Studiengang Mechatronik
Abschluß: Abschluss: Diplomingenieurin (FH) / Diplomingenieur (FH)
Was ist Mechatronik?
Mechatronik ist ein interdisziplinäres Gebiet, das mechanische, elektronische und informationsverarbeitende Elemente miteinander verknüpft. Für entsprechende technische Produkte wurde in Japan bereits 1975 das Kunstwort Mechatronik geprägt. Im Vordergrund steht hierbei die Erweiterung und Ergänzung mechanischer Systeme durch Sensoren, Aktoren und Mikroprozessoren samt zugehöriger Informationsverarbeitung, zur Schaffung intelligenter, flexibel einsetzbarer Produkte. Wesentlich ist dabei die Betrachtung des Gesamtsystems und nicht das Denken in einzelnen Komponenten. Beispiele mechatronischer Systeme sind Roboter oder Systeme der Fahrzeugtechnik, wie elektronisches Motormanagement, Antiblockiersystem, Antriebsschlupfregelung und Fahrdynamikregelung. Typisch für all diese Produkte ist ein hoher Anteil von Systemwissen und Software, die für deren Entwicklung, Konstruktion und Einsatz wichtig sind. Ein zentraler Aspekt der Mechatronik ist die Realisierung kontrollierter Bewegungen. Klassische technische Lösungen in Form von Mechanismen und Getrieben werden dabei durch mechatronische Lösungen ersetzt. Zu weiteren Vorteilen zählen große Flexibilität, kurze Entwicklungszeiten und preisgünstige Realisierung.

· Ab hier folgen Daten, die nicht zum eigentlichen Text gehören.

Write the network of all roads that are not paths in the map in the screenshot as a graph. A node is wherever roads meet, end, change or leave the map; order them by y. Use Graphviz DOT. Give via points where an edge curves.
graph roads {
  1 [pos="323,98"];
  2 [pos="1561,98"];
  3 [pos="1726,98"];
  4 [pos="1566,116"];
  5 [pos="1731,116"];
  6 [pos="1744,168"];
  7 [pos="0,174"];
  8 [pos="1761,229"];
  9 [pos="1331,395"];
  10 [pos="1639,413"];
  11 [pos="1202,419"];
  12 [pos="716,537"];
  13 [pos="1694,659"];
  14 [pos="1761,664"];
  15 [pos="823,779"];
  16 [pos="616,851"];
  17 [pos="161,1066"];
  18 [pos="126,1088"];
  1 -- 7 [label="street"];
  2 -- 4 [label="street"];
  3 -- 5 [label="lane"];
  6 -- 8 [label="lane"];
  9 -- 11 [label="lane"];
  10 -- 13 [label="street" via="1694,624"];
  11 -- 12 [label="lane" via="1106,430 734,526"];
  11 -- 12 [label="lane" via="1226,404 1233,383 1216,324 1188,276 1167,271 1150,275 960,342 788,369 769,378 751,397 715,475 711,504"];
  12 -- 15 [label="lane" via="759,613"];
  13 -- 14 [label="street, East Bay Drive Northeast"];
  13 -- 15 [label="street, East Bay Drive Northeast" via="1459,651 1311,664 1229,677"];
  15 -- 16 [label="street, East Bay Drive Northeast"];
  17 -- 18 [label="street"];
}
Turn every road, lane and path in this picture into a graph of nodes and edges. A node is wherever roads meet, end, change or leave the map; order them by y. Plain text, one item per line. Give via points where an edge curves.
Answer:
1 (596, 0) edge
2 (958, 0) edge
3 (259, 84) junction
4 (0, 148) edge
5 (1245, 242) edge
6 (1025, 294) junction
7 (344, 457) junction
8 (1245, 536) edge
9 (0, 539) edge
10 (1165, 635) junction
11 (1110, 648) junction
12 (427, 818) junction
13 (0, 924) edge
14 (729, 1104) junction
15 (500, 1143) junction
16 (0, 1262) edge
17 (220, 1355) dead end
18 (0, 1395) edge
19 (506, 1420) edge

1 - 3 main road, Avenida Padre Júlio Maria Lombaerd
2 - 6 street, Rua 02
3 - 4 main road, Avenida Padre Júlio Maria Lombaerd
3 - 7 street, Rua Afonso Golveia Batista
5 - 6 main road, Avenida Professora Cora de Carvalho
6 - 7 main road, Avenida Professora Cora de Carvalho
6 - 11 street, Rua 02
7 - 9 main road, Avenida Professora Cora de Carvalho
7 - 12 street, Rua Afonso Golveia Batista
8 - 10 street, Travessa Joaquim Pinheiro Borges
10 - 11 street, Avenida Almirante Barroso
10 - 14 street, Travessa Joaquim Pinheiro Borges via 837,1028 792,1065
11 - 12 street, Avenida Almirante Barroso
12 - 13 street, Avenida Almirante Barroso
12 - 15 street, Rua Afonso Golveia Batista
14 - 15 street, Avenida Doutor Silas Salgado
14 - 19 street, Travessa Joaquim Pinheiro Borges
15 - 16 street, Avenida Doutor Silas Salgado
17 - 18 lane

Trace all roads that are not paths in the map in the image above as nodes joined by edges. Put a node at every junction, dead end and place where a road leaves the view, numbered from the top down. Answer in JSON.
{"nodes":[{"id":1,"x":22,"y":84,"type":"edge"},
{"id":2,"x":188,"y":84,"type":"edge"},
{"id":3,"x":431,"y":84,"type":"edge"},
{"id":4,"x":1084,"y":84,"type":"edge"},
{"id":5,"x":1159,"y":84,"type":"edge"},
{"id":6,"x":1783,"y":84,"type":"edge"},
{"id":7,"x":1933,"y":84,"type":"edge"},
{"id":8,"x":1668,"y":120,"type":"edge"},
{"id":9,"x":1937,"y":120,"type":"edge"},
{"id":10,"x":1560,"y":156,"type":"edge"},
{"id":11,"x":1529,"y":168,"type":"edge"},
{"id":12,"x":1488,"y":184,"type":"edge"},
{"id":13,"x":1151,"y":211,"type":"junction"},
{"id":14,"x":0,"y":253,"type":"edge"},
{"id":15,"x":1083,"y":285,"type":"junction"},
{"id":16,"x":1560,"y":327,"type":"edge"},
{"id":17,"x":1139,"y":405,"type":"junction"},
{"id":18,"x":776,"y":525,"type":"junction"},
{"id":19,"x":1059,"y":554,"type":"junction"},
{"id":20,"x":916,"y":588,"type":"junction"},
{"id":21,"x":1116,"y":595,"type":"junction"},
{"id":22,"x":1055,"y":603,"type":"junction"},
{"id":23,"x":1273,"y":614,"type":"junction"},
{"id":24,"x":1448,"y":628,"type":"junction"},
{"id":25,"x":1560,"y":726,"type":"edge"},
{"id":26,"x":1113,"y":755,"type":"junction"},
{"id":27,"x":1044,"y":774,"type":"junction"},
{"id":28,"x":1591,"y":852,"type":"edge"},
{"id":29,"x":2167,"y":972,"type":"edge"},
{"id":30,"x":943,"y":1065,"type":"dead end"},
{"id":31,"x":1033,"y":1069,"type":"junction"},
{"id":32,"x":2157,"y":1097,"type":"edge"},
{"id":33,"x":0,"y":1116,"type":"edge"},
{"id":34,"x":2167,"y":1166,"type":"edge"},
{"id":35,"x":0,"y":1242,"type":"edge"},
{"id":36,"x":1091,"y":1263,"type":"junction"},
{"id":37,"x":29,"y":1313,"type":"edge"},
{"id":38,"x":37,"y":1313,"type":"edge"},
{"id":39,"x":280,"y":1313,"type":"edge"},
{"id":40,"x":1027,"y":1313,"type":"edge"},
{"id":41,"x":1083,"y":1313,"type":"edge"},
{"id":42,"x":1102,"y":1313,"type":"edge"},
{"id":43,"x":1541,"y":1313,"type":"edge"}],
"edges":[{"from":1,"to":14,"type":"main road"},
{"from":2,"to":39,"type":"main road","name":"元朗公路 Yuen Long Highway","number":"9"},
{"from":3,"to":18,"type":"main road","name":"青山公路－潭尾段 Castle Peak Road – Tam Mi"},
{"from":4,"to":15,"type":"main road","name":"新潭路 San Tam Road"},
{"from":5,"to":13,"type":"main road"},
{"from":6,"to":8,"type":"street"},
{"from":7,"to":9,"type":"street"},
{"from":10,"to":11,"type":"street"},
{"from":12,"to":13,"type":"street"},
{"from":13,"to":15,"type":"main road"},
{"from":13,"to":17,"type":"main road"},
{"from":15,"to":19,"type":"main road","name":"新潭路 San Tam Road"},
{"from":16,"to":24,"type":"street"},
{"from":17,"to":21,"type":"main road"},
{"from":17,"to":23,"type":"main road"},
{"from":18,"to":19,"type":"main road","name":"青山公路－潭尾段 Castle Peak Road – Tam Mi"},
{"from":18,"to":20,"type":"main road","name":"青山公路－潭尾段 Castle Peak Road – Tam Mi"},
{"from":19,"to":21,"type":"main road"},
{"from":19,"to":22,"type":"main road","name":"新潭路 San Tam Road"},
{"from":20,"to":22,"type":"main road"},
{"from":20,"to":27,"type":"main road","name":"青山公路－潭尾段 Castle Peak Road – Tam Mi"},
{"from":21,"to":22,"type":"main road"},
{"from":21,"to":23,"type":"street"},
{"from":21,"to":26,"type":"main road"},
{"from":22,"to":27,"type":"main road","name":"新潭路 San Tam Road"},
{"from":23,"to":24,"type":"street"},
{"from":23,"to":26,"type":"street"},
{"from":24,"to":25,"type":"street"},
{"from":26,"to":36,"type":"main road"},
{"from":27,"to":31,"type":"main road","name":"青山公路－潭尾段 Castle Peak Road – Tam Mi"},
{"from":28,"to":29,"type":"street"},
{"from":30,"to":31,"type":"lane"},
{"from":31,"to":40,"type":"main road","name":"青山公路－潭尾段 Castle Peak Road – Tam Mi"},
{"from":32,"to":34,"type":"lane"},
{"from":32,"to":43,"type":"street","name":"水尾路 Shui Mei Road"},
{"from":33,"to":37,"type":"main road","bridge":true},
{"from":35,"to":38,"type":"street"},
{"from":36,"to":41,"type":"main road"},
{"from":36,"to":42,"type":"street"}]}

Der Studiengang Mechatronik
Den Anforderungen an mechatronische Systeme entsprechend, sind die Inhalte des Studiengangs Mechatronik neben den Gebieten des klassischen Maschinenbaus durch hohe Anteile an Mess-, Steuerungs- und Regelungstechnik, Mikroprozessortechnik sowie insbesondere Informatik gekennzeichnet. Das Studium besteht aus einem dreisemestrigen Grundstudium, vier Semestern Hauptstudium, inklusive einem Praxissemester, und der Diplomarbeit. Durch das Praxissemester und umfangreiche praktische Ausbildung in gut ausgestatteten Labors, weist das Studium einen starken Praxisbezug auf. Der erfolgreiche Studienabschluss führt zur Verleihung des Diplomgrades Dipl.-Ing. (FH).
Tätigkeitsfelder
Durch die sehr breite auf Teamarbeit angelegte Ausbildung bieten sich dem/der Mechatronik-Ingenieur/in eine große Zahl von Tätigkeitsfeldern. Aufgrund des erworbenen Systemdenkens stehen auch Führungspositionen offen. Beispielhaft seien Tätigkeiten in der angewandten Forschung, Entwicklung, Produktion, Wartung und im Vertrieb mechatronischer Systeme genannt. Durch den hohen Informatikanteil, ergeben sich zusätzliche Einsatzmöglichkeiten bei Rechneranwendungen in allen Bereichen der Ingenieurtätigkeit sowie in der EDV-Branche. Die Berufsaussichten sind sehr gut.